June 16 (Bloomberg) -- BP Plc’s well in the Gulf of Mexico is gushing as much as 60,000 barrels of oil a day, the government said, again increasing a figure officials put at 1,000 barrels more than seven weeks ago.
The new estimate, with a range of 35,000 to 60,000 barrels a day, is more accurate because scientists used additional and better data, U.S. Energy Secretary Steven Chu and Interior Secretary Ken Salazar said yesterday in a statement posted on the official spill-response website.
The estimate is four times the average rate BP has been capturing oil at the site. A drillship has been collecting about 15,000 barrels a day while crude continues to gush from the well a mile below the surface. BP began burning oil and gas at a second vessel today to reduce the amount entering the Gulf, according to a statement.
President Barack Obama and BP Chairman Carl-Henric Svanberg are meeting today at the White House to discuss funding damage claims from the spill. The disaster was triggered by the April 20 explosion aboard the BP-leased Deepwater Horizon rig, which killed 11 workers and prompted the biggest U.S. oil spill.
“I’m glad that they’re finally getting a handle on it, but my heart sinks at how much this is,” said Ian MacDonald, an oceanographer at Florida State University in Tallahassee. He estimated the spill rate at 25,000 barrels a day on April 29, when the official estimate was 5,000 barrels a day. “This is a phenomenal formation that they drilled into.”

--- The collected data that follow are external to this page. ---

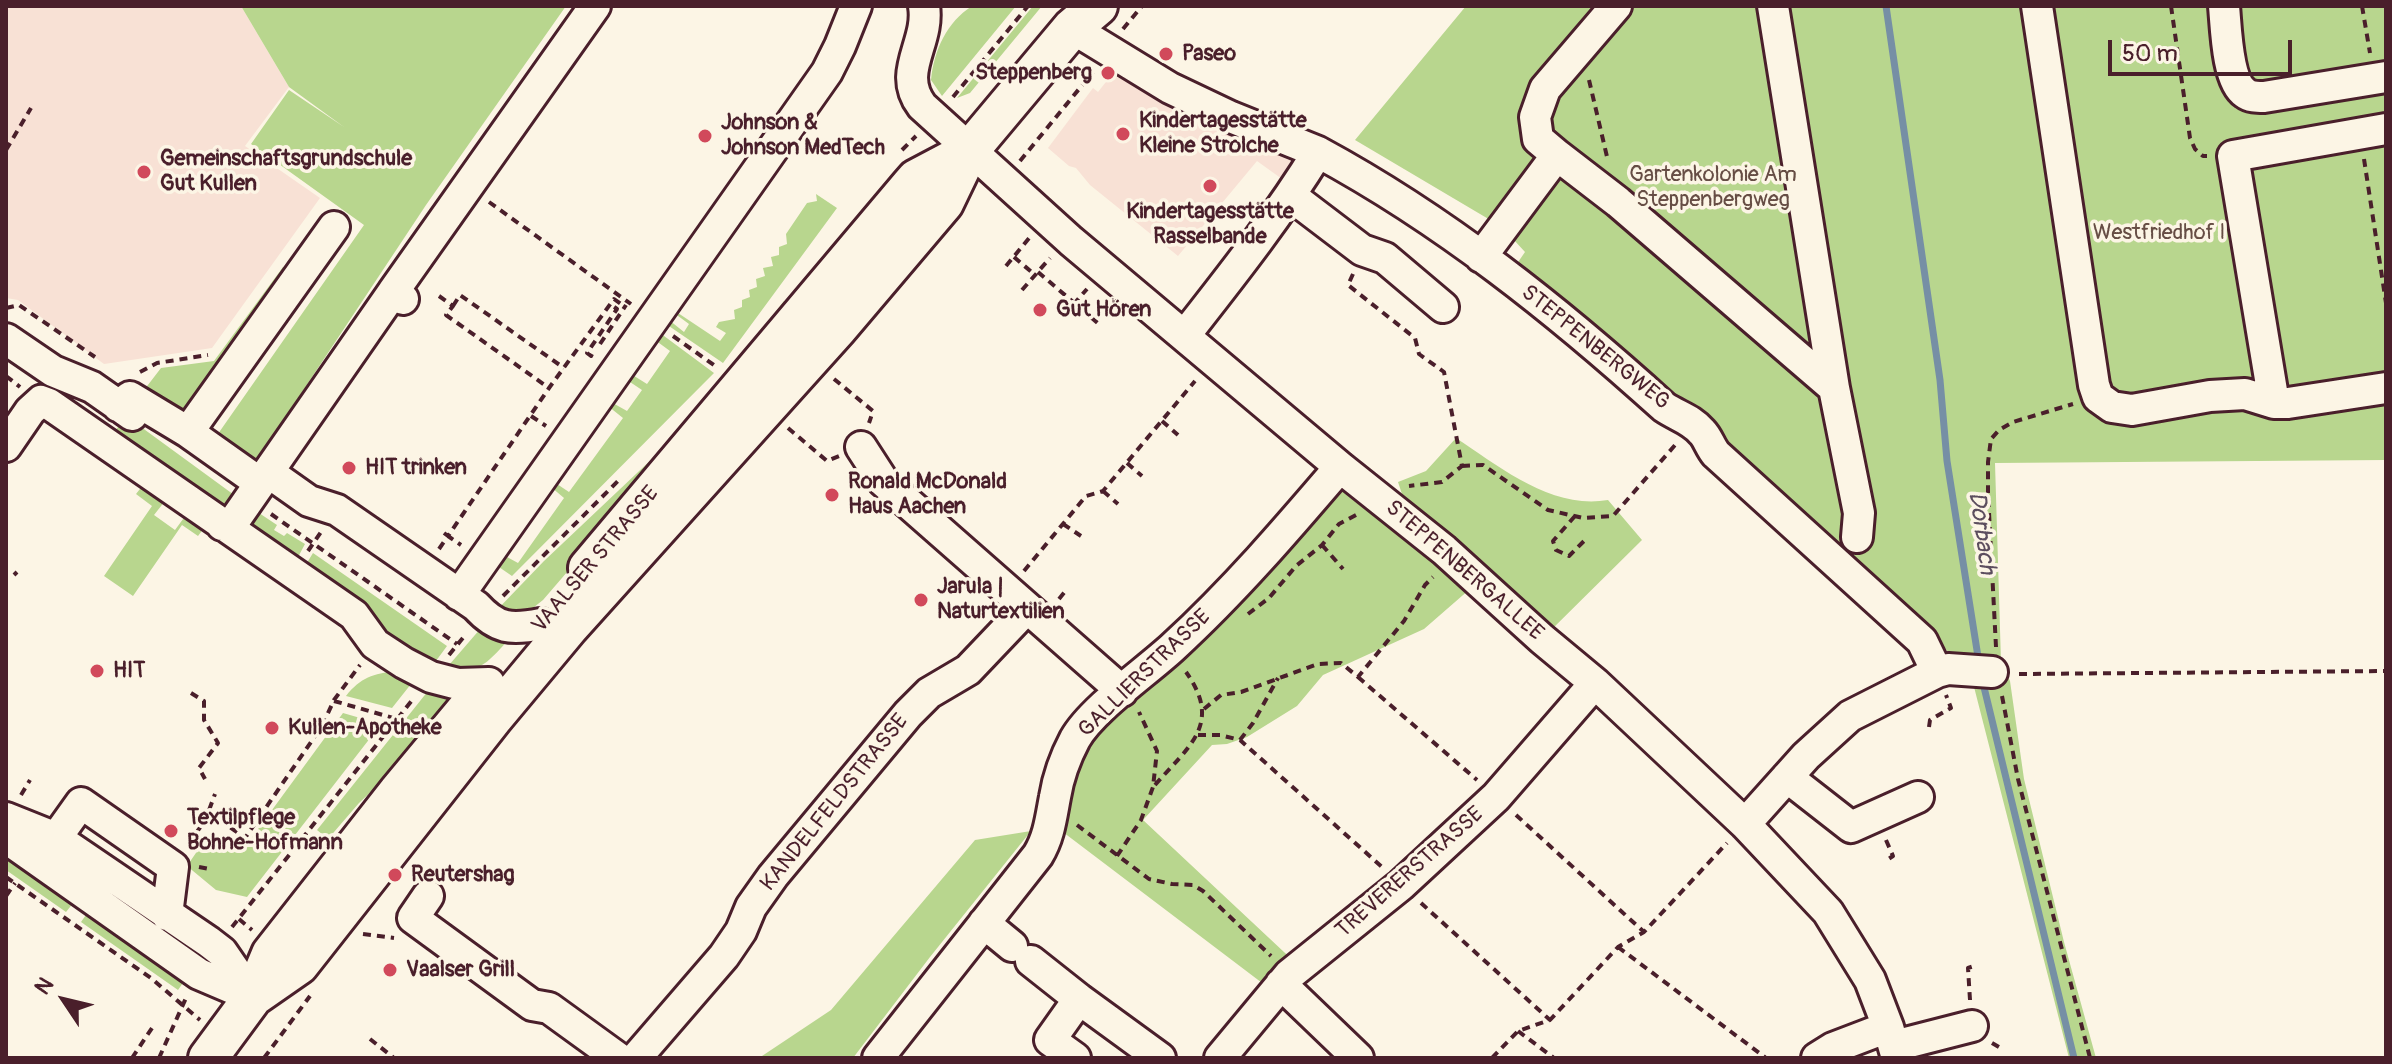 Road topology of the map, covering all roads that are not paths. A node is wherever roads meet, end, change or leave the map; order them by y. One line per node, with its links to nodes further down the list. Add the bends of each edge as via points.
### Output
1 (595, 6): 29 (street, via 398,295)
2 (856, 6): 32 (street, via 827,72)
3 (1616, 6): 13 (street, via 1545,89 1535,117 1538,139)
4 (1773, 6): 21 (street)
5 (2037, 6): 24 (street, via 2098,397 2112,407 2132,410 2245,394)
6 (2224, 6): 9 (street, via 2232,72 2244,93 2264,97)
7 (932, 11): 11 (street, STEPPENBERGALLEE, via 913,65 913,95)
8 (1083, 16): 11 (main road, VAALSER STRASSE); 12 (street, STEPPENBERGWEG, via 1111,51 1170,88)
9 (2386, 77)
10 (2373, 132): 24 (street, via 2233,156)
11 (969, 151): 18 (street, STEPPENBERGALLEE); 34 (main road, VAALSER STRASSE, via 916,179); 50 (main road, VAALSER STRASSE, via 944,203 569,627 299,965)
12 (1318, 152): 14 (street); 16 (street, STEPPENBERGWEG, via 1375,183)
13 (1557, 155): 16 (street); 21 (street)
14 (1291, 196): 17 (street, via 1362,250 1385,258); 18 (street)
15 (334, 227): 25 (street)
16 (1481, 257): 35 (street, STEPPENBERGWEG, via 1594,344 1664,407 1684,415 1704,433 1716,454)
17 (1443, 307)
18 (1185, 335): 28 (street, STEPPENBERGALLEE)
19 (6, 339): 20 (street)
20 (53, 371): 23 (street); 25 (street, via 92,387 125,411 130,397)
21 (1834, 388): 31 (street, via 1859,513)
22 (2386, 388): 24 (street)
23 (41, 401): 26 (street); 30 (street)
24 (2274, 403)
25 (188, 432): 29 (street)
26 (6, 446)
27 (861, 447): 33 (street, via 883,481)
28 (1340, 467): 38 (street, STEPPENBERGALLEE); 39 (street, GALLIERSTRASSE, via 1225,597)
29 (259, 484): 30 (street, via 234,521); 32 (street, via 337,510)
30 (222, 525): 37 (street, via 354,615 375,644 404,663 458,684)
31 (1857, 537)
32 (459, 595): 34 (street, via 492,622 516,629)
33 (1017, 600): 39 (street); 56 (street, KANDELFELDSTRASSE, via 968,670 929,693 908,714 773,876 724,956)
34 (541, 624): 37 (main road, VAALSER STRASSE)
35 (1949, 671): 36 (street); 40 (street, via 1850,716)
36 (1995, 672)
37 (489, 683): 50 (main road, VAALSER STRASSE, via 271,954)
38 (1595, 683): 43 (street, STEPPENBERGALLEE); 49 (street, TREVERERSTRASSE, via 1496,797 1401,885)
39 (1122, 691): 48 (street, GALLIERSTRASSE, via 1076,738 1057,786 1045,843)
40 (1787, 777): 41 (street, via 1851,827); 43 (street)
41 (1918, 797)
42 (13, 807): 45 (street)
43 (1745, 824): 53 (street, STEPPENBERGALLEE, via 1828,912 1870,980)
44 (6, 838): 50 (street, via 199,974)
45 (56, 838): 47 (street); 47 (street, via 81,803 173,867)
46 (428, 896): 55 (street, via 413,918 532,1005 549,1008)
47 (167, 915): 50 (street, via 222,952)
48 (984, 923): 51 (street); 57 (street, GALLIERSTRASSE)
49 (1285, 980): 60 (street, TREVERERSTRASSE); 61 (street)
50 (253, 997): 54 (main road, VAALSER STRASSE)
51 (1079, 999): 58 (street, via 1050,1040); 59 (street)
52 (1972, 1026): 53 (street)
53 (1893, 1043): 62 (street, via 1833,1048)
54 (208, 1058)
55 (618, 1058)
56 (636, 1058)
57 (878, 1058)
58 (1075, 1058)
59 (1160, 1058)
60 (1220, 1058)
61 (1358, 1058)
62 (1817, 1058)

Exceptional Gulf of Mexico wells yield 30,000 barrels a day, MacDonald said yesterday.
Total cost of the spill may rise to $50.8 billion based on the higher leak estimate, Kevin Book, managing director at ClearView Energy Partners LLC, a Washington-based policy analysis firm, wrote today in a note to clients. The analysis assumes the leak continues through the end of August.
BP fell 5 pence, or 1.5 percent, to 337 pence at 4:35 p.m. in London, the lowest price in 13 years. It has fallen 49 percent since the explosion.
Obama said last night he will tell Svanberg the company must set aside “whatever resources are required to compensate the workers and business owners who have been harmed as a result of his company’s recklessness.”
The latest leak estimate was based in part on detailed pressure measurements in the prior 24 hours and more than a week of high-resolution video of the plume of oil spewing from the well, according to yesterday’s statement.
“The increased flow-rate numbers are a result of better data that bring together the work of several scientific teams representing the most comprehensive set of government estimates to date,” Kendra Barkoff, a spokeswoman for the Interior Department, said in an e-mailed statement.
On June 10 the same group, comprised of government and academic researchers, estimated the well was gushing 20,000 to 40,000 barrels a day, perhaps 50,000, before BP removed a damaged riser pipe from the well a week earlier.
Yesterday’s statement didn’t elaborate on whether the team concluded that removing the pipe to enable BP to begin recovering oil on the drillship increased the amount escaping from the leak.
ClearView’s cost analysis assumes oil spilled at the lower rate through June 3 before the riser pipe was cut and at the higher rate thereafter. The firm gave a range of potential costs, from $23.7 billion, assuming BP stops the spill July 31 to $50.8 billion should the gusher last until Aug. 31.
Oil isn’t the only threat to the environment escaping from the well, said Florida State’s MacDonald.
“The emphasis has been on the discharge of oil, but at these rates, the discharge of gas has also been truly phenomenal,” he said. “That gas is dissolving below the surface, with the potential to reduce the amount of oxygen and carry forth huge amounts of benzene and other toxic compounds.”
BP resumed collecting oil yesterday afternoon aboard the drillship Discoverer Enterprise after recovery was interrupted for five hours by a fire, Robert Wine, a company spokesman, said yesterday in an e-mail.
Oil also is flowing to the second vessel, the drilling rig Q4000, through a separate line and crew are working to increase recovery by both vessels as much as possible, BP said today. The two vessels may capture as much as 28,000 barrels a day, BP said.
BP captured about 10,440 barrels oil yesterday, the company said on its website. That is a decline from the 15,420 barrels of oil the company captured June 14.
The company plans to boost its recovery capacity to 53,000 barrels a day by June 30 and 80,000 barrels a day by mid-July, according to a June 13 report it submitted to the Obama administration. It is drilling relief wells to permanently seal the leak. These will be completed no sooner than August.
BP had no comment on the new spill rate estimate, Wine said. Earlier projections were “presented as just estimates with a wide margin of uncertainty,” he said.
The new estimate isn’t final, U.S. Geological Survey Director Marcia McNutt, leader of the flow rate technical group, said yesterday. “We will continue to revise and refine,” she said.